Speaking in a Scottish Parliament debate this week, Scottish Conservative and Central Scotland MSP Margaret Mitchell also emphasised the problems closing 10 sheriff courts will bring, meaning witnesses and victims are inconvenienced and the remaining courts overburdened with work.

Reducing the number of courts could also result in delays to trials and the loss of local knowledge among lawyers and sheriffs.

In addition, Mrs Mitchell also raised concerns during the debate about the adverse effects on the local economy of towns where the closure of courts is being proposed, such as Cumbernauld.
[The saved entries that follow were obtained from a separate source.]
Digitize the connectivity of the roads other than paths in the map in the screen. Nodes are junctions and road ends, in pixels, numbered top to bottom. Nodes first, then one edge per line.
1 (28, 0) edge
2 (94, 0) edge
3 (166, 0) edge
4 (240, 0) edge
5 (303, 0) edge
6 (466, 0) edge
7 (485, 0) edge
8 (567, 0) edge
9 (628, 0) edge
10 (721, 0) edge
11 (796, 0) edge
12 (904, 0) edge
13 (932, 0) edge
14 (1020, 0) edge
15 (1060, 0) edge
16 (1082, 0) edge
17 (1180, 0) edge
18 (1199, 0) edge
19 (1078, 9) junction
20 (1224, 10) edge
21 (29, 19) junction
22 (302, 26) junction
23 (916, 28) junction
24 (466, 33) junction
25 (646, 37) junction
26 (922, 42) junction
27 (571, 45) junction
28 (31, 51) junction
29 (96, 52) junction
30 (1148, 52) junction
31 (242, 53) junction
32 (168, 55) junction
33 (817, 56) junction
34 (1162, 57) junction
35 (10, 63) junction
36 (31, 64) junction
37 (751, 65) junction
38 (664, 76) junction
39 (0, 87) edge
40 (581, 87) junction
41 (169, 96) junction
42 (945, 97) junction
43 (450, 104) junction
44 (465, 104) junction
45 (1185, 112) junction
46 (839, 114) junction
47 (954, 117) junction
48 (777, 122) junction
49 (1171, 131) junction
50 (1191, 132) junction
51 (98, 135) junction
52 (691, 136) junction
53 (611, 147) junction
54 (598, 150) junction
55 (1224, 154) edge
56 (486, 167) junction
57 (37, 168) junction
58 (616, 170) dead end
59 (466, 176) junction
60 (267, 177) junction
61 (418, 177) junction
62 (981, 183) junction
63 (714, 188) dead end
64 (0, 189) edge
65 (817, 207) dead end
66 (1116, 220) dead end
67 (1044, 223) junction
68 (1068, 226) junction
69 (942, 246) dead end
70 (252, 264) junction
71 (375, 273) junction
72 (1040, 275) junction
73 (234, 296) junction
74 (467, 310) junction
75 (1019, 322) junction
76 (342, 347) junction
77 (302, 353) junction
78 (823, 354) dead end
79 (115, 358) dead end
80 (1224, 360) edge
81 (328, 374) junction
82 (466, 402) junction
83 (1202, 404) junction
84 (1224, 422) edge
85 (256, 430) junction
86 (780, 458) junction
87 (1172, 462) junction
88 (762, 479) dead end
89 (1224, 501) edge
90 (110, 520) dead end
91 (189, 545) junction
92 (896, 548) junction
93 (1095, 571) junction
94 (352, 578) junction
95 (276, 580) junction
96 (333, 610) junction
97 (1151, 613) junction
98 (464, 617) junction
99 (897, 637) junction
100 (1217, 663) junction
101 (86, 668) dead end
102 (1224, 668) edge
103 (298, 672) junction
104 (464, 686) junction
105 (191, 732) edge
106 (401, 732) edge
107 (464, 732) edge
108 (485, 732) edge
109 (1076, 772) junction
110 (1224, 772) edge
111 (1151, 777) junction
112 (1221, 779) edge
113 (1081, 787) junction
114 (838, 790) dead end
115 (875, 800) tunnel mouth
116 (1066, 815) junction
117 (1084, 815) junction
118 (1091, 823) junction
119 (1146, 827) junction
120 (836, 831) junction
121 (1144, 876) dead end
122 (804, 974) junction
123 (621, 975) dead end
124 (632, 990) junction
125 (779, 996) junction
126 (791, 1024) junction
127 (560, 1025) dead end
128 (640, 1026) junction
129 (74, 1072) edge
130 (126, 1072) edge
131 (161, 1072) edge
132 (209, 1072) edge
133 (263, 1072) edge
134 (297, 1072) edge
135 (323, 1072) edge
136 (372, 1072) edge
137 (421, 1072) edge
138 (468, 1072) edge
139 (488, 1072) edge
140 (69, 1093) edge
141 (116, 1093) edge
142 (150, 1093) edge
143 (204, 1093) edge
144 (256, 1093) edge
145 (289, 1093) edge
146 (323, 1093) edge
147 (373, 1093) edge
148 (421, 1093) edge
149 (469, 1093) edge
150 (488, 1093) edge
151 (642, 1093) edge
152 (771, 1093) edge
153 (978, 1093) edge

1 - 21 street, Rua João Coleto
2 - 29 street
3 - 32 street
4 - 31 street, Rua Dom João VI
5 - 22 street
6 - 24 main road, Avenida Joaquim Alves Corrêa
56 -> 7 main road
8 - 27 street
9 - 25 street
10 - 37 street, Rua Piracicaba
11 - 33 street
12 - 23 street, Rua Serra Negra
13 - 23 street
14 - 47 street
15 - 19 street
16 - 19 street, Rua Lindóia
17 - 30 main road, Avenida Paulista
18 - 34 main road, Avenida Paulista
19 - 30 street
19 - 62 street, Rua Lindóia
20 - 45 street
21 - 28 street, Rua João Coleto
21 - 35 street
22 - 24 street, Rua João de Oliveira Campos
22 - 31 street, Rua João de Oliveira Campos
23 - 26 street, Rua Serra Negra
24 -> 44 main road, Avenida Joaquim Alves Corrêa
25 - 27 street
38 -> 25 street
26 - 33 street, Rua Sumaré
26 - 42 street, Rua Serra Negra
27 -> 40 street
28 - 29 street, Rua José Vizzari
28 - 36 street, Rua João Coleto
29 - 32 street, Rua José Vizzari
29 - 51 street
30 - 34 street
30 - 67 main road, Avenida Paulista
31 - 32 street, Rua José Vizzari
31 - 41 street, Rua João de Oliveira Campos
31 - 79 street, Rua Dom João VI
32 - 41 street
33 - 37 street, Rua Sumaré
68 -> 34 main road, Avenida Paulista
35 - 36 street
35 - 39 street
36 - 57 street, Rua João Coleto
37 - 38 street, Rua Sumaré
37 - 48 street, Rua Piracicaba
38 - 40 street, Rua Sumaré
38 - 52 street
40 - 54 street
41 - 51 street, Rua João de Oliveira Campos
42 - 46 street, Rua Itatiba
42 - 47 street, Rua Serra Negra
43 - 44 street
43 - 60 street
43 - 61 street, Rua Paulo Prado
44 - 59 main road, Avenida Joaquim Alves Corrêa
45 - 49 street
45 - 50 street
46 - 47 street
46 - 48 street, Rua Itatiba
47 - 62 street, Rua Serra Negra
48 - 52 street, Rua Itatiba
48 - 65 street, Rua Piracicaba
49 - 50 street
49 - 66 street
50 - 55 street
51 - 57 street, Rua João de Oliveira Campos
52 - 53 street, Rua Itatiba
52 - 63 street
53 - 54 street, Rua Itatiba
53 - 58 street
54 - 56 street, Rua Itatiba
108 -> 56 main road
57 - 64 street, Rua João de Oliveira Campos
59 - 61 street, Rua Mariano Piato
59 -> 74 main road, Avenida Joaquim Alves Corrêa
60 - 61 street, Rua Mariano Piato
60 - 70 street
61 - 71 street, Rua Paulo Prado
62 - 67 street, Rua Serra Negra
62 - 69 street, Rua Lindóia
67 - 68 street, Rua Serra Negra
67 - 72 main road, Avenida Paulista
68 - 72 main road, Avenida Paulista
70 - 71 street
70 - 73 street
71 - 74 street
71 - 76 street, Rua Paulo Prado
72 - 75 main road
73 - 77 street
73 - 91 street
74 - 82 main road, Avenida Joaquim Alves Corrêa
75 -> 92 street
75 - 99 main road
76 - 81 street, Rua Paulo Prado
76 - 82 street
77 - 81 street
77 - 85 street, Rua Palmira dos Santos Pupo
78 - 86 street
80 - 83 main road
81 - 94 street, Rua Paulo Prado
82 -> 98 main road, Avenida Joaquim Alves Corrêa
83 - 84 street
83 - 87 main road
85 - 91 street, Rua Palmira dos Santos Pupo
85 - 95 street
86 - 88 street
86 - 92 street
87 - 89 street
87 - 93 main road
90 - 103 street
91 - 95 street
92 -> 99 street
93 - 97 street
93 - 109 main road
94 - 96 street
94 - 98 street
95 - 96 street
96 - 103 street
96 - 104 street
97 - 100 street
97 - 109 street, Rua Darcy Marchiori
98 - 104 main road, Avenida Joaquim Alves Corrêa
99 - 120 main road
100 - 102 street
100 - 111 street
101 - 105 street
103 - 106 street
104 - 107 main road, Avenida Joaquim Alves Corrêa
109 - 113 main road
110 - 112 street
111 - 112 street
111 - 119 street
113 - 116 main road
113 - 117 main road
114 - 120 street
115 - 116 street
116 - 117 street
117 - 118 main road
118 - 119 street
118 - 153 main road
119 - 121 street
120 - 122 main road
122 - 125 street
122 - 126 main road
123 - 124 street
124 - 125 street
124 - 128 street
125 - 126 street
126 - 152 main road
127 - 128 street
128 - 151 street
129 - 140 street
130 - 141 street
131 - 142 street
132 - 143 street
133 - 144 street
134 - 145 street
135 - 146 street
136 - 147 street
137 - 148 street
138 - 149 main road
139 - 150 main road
Commenting, Mrs Mitchell said:

“The closure of courts will see the de-skilling of local solicitors and the loss of continuity provided by sheriffs and JPs with knowledge of local communities.

“These concerns cannot be dismissed by the assertion that technology can fill the gap.

“Video conferencing and a webcam is no substitute for courts which maintain visibility of justice for communities.

“In some cases the body language and even physical appearance of witnesses are difficult to assess via a television – and the barrier of a screen can make it difficult to build up a rapport with the witness, not to mention the countless technical issues that could occur.

“Furthermore, as the Federation of Small Businesses and many others pointed out in their responses to the Scottish Court Services’ consultation, courts have a positive economic impact of local areas. Therefore, I consider that the closure of Cumbernauld JP court will be a bitter blow for businesses already struggling in the town centre.

“In reality, the attempt to make savings by closing these courts and diverting criminal and civil business to already overstretched courts comes at the expense of victims and witnesses and without consideration of the effects on the local economy these closures may cause.”